Segment Start: Records for the exercise

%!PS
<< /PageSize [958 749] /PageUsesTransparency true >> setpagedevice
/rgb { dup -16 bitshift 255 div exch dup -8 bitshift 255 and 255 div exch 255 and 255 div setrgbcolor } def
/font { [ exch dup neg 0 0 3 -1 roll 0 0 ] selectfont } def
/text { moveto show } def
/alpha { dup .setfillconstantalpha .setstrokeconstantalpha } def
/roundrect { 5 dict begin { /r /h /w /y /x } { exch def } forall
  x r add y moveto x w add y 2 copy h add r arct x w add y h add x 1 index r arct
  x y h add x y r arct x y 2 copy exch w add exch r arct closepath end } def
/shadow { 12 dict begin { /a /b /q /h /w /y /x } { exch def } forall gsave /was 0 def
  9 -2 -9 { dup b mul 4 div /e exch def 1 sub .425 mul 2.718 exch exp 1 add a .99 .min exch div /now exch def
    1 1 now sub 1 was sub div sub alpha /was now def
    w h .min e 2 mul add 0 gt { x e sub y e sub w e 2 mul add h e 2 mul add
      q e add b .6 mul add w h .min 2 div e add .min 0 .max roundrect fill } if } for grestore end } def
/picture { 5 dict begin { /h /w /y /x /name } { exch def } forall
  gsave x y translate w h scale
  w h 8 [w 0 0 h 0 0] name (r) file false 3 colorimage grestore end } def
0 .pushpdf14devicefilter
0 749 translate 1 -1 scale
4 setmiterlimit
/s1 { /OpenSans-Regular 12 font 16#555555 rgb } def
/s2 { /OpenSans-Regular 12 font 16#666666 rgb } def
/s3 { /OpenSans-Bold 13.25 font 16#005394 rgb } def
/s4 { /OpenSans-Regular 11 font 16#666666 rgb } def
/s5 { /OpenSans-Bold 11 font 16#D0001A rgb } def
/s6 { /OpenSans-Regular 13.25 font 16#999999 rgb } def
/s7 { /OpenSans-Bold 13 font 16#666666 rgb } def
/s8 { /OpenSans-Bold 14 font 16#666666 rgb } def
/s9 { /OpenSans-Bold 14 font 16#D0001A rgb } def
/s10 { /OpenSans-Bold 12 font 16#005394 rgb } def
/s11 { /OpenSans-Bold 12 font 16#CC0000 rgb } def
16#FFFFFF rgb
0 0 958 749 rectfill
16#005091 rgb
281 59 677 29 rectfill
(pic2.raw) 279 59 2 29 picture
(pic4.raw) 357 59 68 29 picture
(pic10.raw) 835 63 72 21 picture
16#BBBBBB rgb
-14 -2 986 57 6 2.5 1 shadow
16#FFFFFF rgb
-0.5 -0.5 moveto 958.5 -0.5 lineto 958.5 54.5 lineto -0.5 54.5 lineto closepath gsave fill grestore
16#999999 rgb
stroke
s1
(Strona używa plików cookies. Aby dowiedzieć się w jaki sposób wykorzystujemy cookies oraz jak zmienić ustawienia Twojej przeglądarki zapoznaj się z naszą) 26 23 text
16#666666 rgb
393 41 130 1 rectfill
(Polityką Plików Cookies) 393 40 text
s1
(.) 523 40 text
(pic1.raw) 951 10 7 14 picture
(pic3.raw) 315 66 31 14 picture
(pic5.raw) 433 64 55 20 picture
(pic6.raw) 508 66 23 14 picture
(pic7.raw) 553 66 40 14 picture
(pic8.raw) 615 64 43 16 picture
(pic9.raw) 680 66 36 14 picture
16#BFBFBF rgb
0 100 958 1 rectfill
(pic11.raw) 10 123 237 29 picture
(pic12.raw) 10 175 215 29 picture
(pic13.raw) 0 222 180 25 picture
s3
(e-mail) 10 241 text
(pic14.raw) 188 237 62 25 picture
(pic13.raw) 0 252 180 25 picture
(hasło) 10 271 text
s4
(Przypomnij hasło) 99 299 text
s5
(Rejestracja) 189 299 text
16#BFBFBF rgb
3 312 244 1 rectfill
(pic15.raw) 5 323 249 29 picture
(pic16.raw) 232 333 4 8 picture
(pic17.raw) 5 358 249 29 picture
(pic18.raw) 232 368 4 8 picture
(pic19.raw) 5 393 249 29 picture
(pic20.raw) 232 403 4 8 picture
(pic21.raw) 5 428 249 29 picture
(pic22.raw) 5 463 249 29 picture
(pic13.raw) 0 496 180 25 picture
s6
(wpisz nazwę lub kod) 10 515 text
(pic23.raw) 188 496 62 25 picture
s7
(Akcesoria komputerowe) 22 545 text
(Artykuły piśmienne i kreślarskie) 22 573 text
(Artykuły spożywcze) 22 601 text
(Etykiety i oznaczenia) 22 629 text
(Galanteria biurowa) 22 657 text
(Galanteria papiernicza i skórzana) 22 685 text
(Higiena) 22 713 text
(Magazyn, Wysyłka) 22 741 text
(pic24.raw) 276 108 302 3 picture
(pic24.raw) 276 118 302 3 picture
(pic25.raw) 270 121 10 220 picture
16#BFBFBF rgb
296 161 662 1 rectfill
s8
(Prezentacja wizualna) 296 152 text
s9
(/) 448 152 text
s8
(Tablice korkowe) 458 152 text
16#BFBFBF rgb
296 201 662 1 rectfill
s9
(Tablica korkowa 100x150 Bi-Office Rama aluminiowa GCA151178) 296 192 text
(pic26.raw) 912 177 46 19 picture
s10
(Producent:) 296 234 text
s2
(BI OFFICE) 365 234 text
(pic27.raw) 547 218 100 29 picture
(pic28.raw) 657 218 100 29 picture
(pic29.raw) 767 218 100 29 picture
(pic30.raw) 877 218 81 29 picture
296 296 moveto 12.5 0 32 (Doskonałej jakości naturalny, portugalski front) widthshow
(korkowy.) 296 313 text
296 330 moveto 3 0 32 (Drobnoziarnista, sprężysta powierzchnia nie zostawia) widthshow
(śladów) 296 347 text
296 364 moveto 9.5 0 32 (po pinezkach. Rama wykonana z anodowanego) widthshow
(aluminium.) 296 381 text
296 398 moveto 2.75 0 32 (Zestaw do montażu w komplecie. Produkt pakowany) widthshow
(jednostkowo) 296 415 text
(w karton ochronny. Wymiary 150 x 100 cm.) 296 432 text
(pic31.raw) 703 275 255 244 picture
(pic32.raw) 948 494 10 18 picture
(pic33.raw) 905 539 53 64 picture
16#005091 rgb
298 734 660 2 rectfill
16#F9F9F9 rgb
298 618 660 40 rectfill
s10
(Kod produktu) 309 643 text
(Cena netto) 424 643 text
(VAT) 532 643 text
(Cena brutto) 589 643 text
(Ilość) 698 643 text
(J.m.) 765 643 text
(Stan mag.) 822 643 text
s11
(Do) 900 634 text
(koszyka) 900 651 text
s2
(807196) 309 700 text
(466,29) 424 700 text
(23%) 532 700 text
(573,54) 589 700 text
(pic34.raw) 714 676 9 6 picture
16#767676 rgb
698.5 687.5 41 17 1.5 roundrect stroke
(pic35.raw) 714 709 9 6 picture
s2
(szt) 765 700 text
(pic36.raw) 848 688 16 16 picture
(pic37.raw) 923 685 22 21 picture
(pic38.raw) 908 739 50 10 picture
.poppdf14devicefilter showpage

Segment End: Records for the exercise

Activity: Search the records for the string "begin" and report each line that has it.

Output:
/roundrect { 5 dict begin { /r /h /w /y /x } { exch def } forall
/shadow { 12 dict begin { /a /b /q /h /w /y /x } { exch def } forall gsave /was 0 def
/picture { 5 dict begin { /h /w /y /x /name } { exch def } forall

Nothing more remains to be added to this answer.